30 Kasım 2008 Pazar

Belgrad



Kucuklugumden beri adini duydugum, bildigimi dusundugum, gittigimi sandigim Belgrad Ormanlari'na sanirim ben hic gitmemisim. Burnumun dibindeki bu guzelligi daha onceden kesfetmemis oldugum icin ne yalan soliyim biraz bozuldum kendime. Bahcekoy'un icinden gecerek Demircikoy'e giderken, her seferinde Belgrad Ormanlari tabelasini nasilda bakmama ragmen gormemisim. Zararin neresinden donulse kardir ya, Tuba'ya minnetarim bu konuda. Beni aralarina davet ettikleri bu doga programi, beni iyi bir silkeledi, cigerlerimi temizlememe vesile oldu, acik havada yapilan sporun verdigin yorgunlugun bile tatli oldugunu ve tabi ormanda yakilan mangalda pisen etlerin ve yaninda gelen hos muhabbetin zevkinin farkli oldugunu hatirlatti. Gec sabah kahvaltisi ile baslayan gunumuze, 6 kmlik yuruyus parkurunu tamamlayarak devam ettik.





Tamam, kabul ediyorum, arada hile yaptik, girilmesi yasak bolgelere girdik, bentler ustunden yuruyerek gectik, demirlerden atlayamayip yerlerde surunduk (daha dogrusu bir tek ben surundum;) ama ana patikaya yine baglandik ve ustun basariyla yolu bitirdik. Ve elbette mangalda pismis biberler, domatesler esliginde kofteleri, pirzolalari midemize indirdik.

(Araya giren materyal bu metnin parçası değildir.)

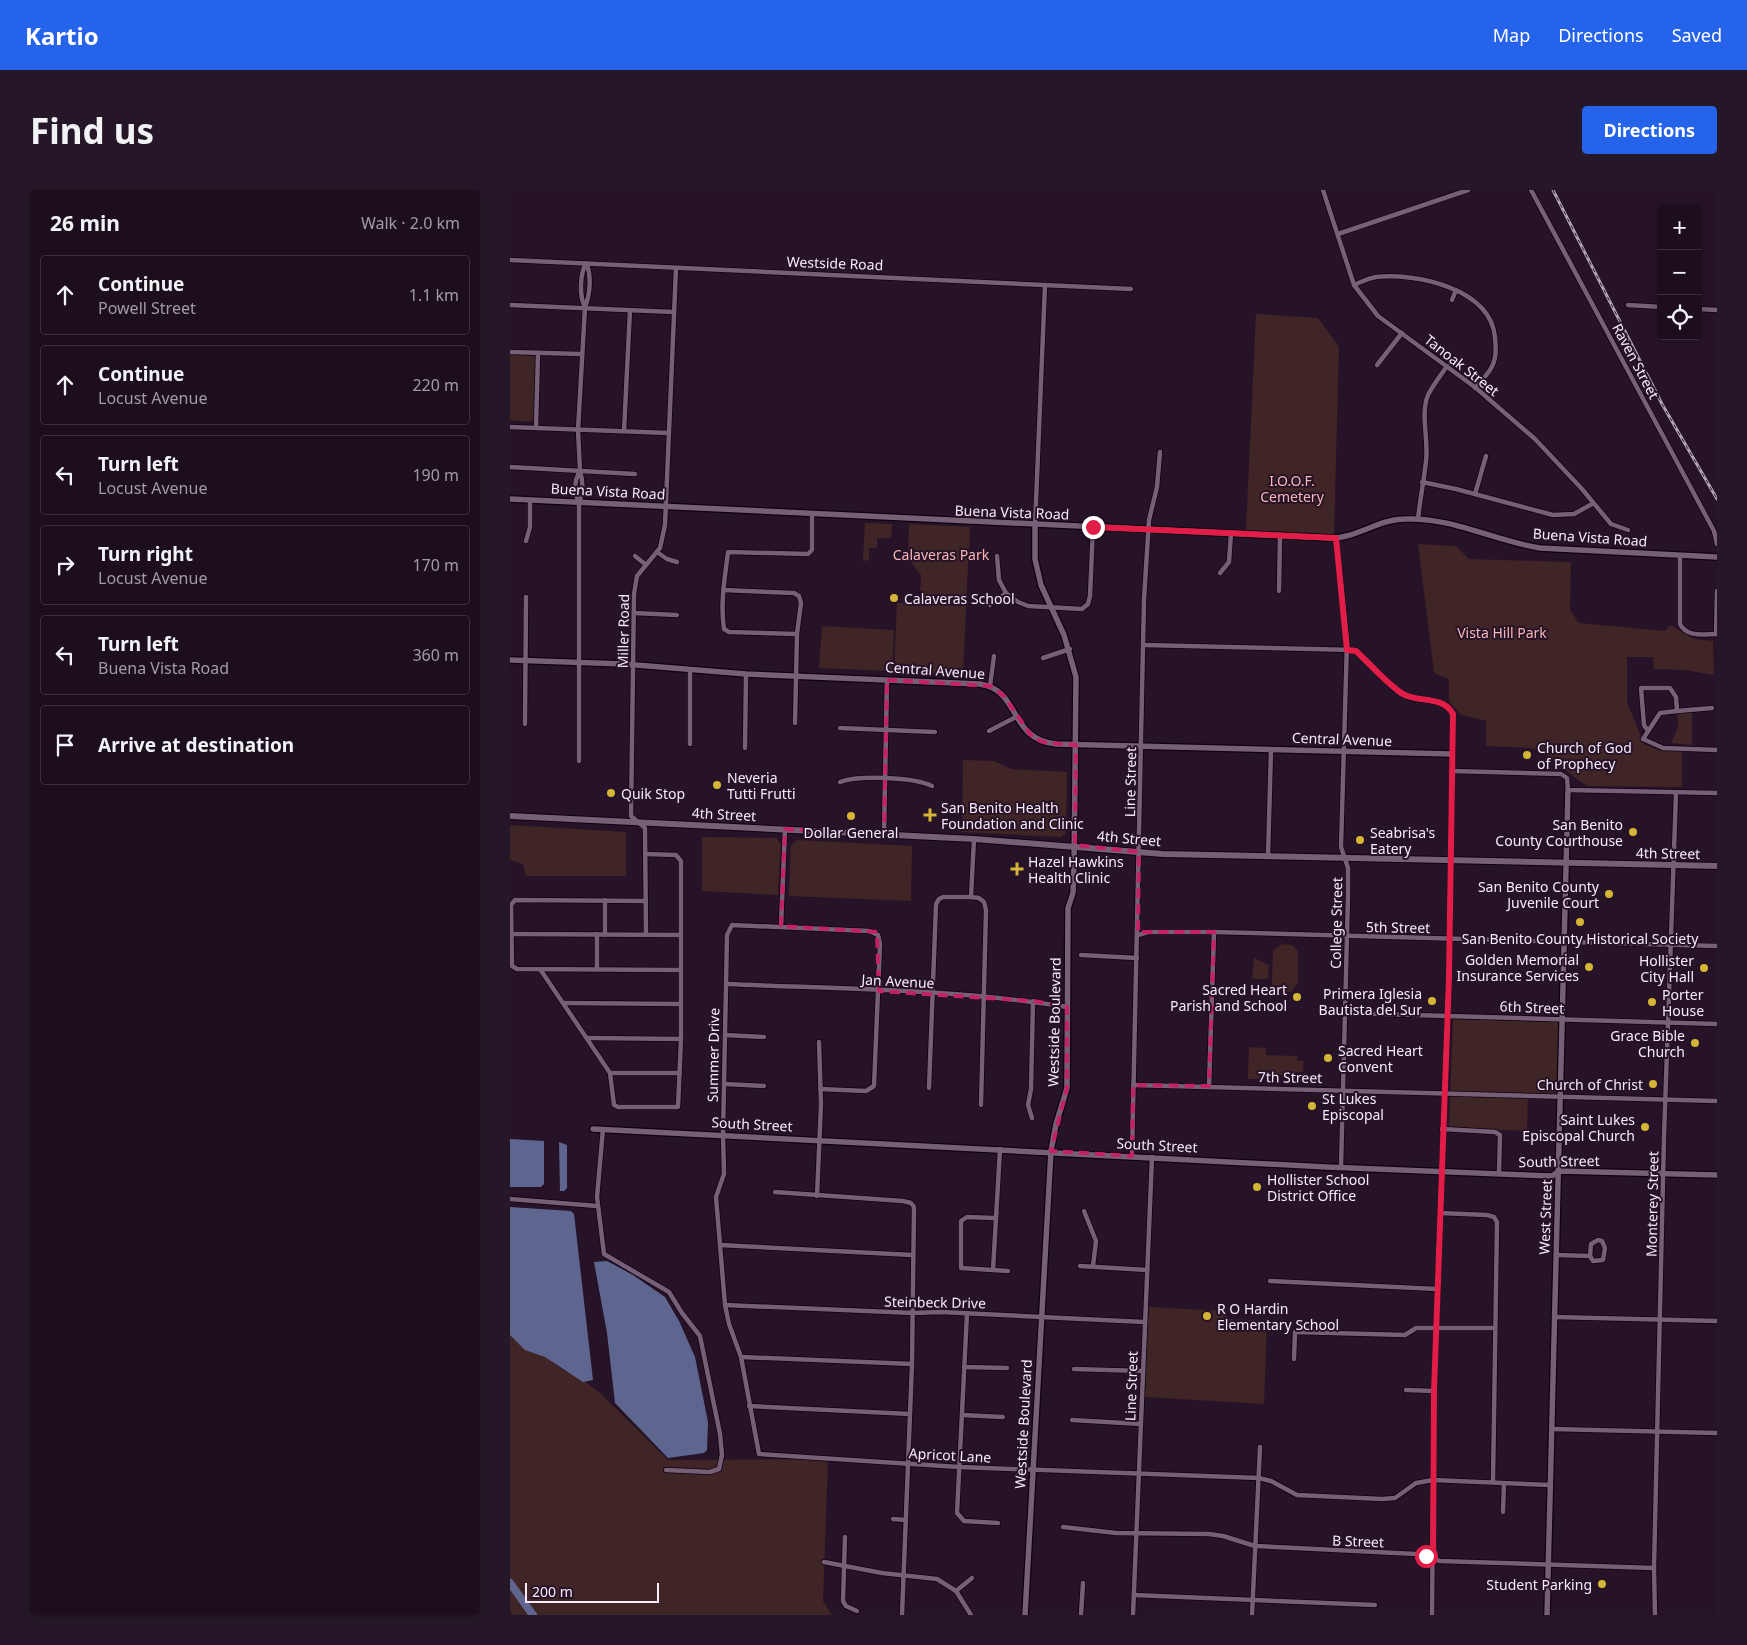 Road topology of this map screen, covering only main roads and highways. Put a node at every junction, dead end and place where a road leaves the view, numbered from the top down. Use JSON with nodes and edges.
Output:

Yemek faslimiz cok mu uzun surdu, yoksa hava mi erken karardi anlamadim ama atesi sondurdugumuzde goz gozu gormuyordu. Yere bastikca, yerleri kaplayan yapraklarin cikardiklari citirtilar esliginde, diger ailelerin kamp atesleri disinda hic bir isik kaynagi olmadigindan gokyuzunde gorunur bir hale gelen yildizlarin altinda toparlandik, arabaya dolustuk ve donus yoluna gectik. Pazar gunu olmasi dolayisiyla, orman yolunda hafif trafik vardi ama gecirdigimiz gun o kadar keyifli ve dogaldi ki, hic bir sey insanin tadini kacirmaya yetmedi.

29 Kasım 2008 Cumartesi

Deff Balans'ta



Gecen sene Doritos Cover Fest'07 de birincilik kazanan, Gorkem'in de gitar caldigi grup Deff, 29 Kasim aksami Eti Crax Cover Fest'08'in Balans'taki ilk elemelerinde konuk sanatci olarak sahne aldilar. Gecen sene Italya'da oldugumdan katilamadigim final ve odul toreni cok icimde kaldigindan, yine ayni organizasyon kapsaminda onlari sahnede calarken dinlemek cok iyi geldi. Bakalim onumuzdeki gunlerde hangi sahnelerde onlari izleme sansimiz olacak, merakli bir bekleyis icindeyim...


Doritos Cover Fest'07

22 Kasım 2008 Cumartesi

Robert's Coffee




Kahvalti icin yeni bir alternatif, ve oldukca basarili zannimca. Benim gozumde hala minik olmasina ragmen, kendi artik buyudugunu iddia eden kardesim ile sabah evden kahvalti etmeden cikinca, kendisi her zaman takildigi ve kahvaltisina bayildigini soyledigi Robert's Coffee'ye goturdu beni. Soyledigi kadar varmis; kahvalti tabagi da, beyaz peynirli omlet ve portakal suyu da oldukca basariliydi.. Kahvalti meraklisi Ipeknimo'ya duyrulur;)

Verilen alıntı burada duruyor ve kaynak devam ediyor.